Print every record exactly, but leave out the pictures.

Start of Exercise data

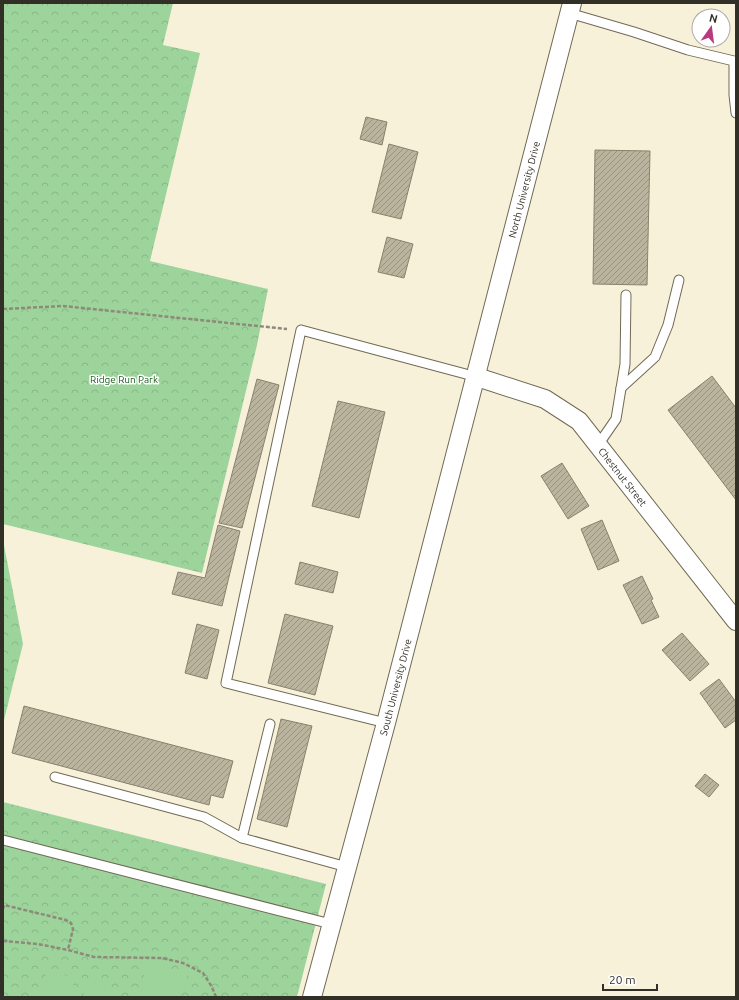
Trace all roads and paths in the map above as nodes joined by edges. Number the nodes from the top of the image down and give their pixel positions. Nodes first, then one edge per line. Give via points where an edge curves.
1 (571, 8) edge
2 (736, 112) edge
3 (679, 280) dead end
4 (626, 295) dead end
5 (3, 309) edge
6 (301, 330) junction
7 (476, 377) junction
8 (621, 388) junction
9 (598, 445) junction
10 (736, 621) edge
11 (386, 723) junction
12 (270, 724) dead end
13 (55, 777) dead end
14 (242, 838) junction
15 (3, 840) edge
16 (347, 867) junction
17 (3, 909) edge
18 (332, 924) junction
19 (3, 941) edge
20 (68, 950) junction
21 (216, 997) edge
22 (312, 997) edge

1 - 2 lane via 688,50 734,61
1 - 7 street, North University Drive
3 - 8 lane via 668,325 655,357
4 - 8 lane via 625,364
5 - 6 path via 63,306
6 - 7 lane
6 - 11 lane via 226,683
7 - 9 street, Chestnut Street via 545,399 580,421
7 - 11 street, South University Drive
8 - 9 lane via 616,419
9 - 10 street, Chestnut Street
11 - 16 street, South University Drive
12 - 14 lane
13 - 14 lane via 204,817
14 - 16 lane
15 - 18 lane
16 - 18 street, South University Drive
17 - 20 path via 4,904 71,923 73,929
18 - 22 street, South University Drive
19 - 20 path
20 - 21 path via 94,958 162,958 183,963 203,973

End of Exercise data

-- Reply to the task --
Trace all roads and paths in the map above as nodes joined by edges. Number the nodes from the top of the image down and give their pixel positions. Nodes first, then one edge per line. Give via points where an edge curves.
1 (571, 8) edge
2 (736, 112) edge
3 (679, 280) dead end
4 (626, 295) dead end
5 (3, 309) edge
6 (301, 330) junction
7 (476, 377) junction
8 (621, 388) junction
9 (598, 445) junction
10 (736, 621) edge
11 (386, 723) junction
12 (270, 724) dead end
13 (55, 777) dead end
14 (242, 838) junction
15 (3, 840) edge
16 (347, 867) junction
17 (3, 909) edge
18 (332, 924) junction
19 (3, 941) edge
20 (68, 950) junction
21 (216, 997) edge
22 (312, 997) edge

1 - 2 lane via 688,50 734,61
1 - 7 street, North University Drive
3 - 8 lane via 668,325 655,357
4 - 8 lane via 625,364
5 - 6 path via 63,306
6 - 7 lane
6 - 11 lane via 226,683
7 - 9 street, Chestnut Street via 545,399 580,421
7 - 11 street, South University Drive
8 - 9 lane via 616,419
9 - 10 street, Chestnut Street
11 - 16 street, South University Drive
12 - 14 lane
13 - 14 lane via 204,817
14 - 16 lane
15 - 18 lane
16 - 18 street, South University Drive
17 - 20 path via 4,904 71,923 73,929
18 - 22 street, South University Drive
19 - 20 path
20 - 21 path via 94,958 162,958 183,963 203,973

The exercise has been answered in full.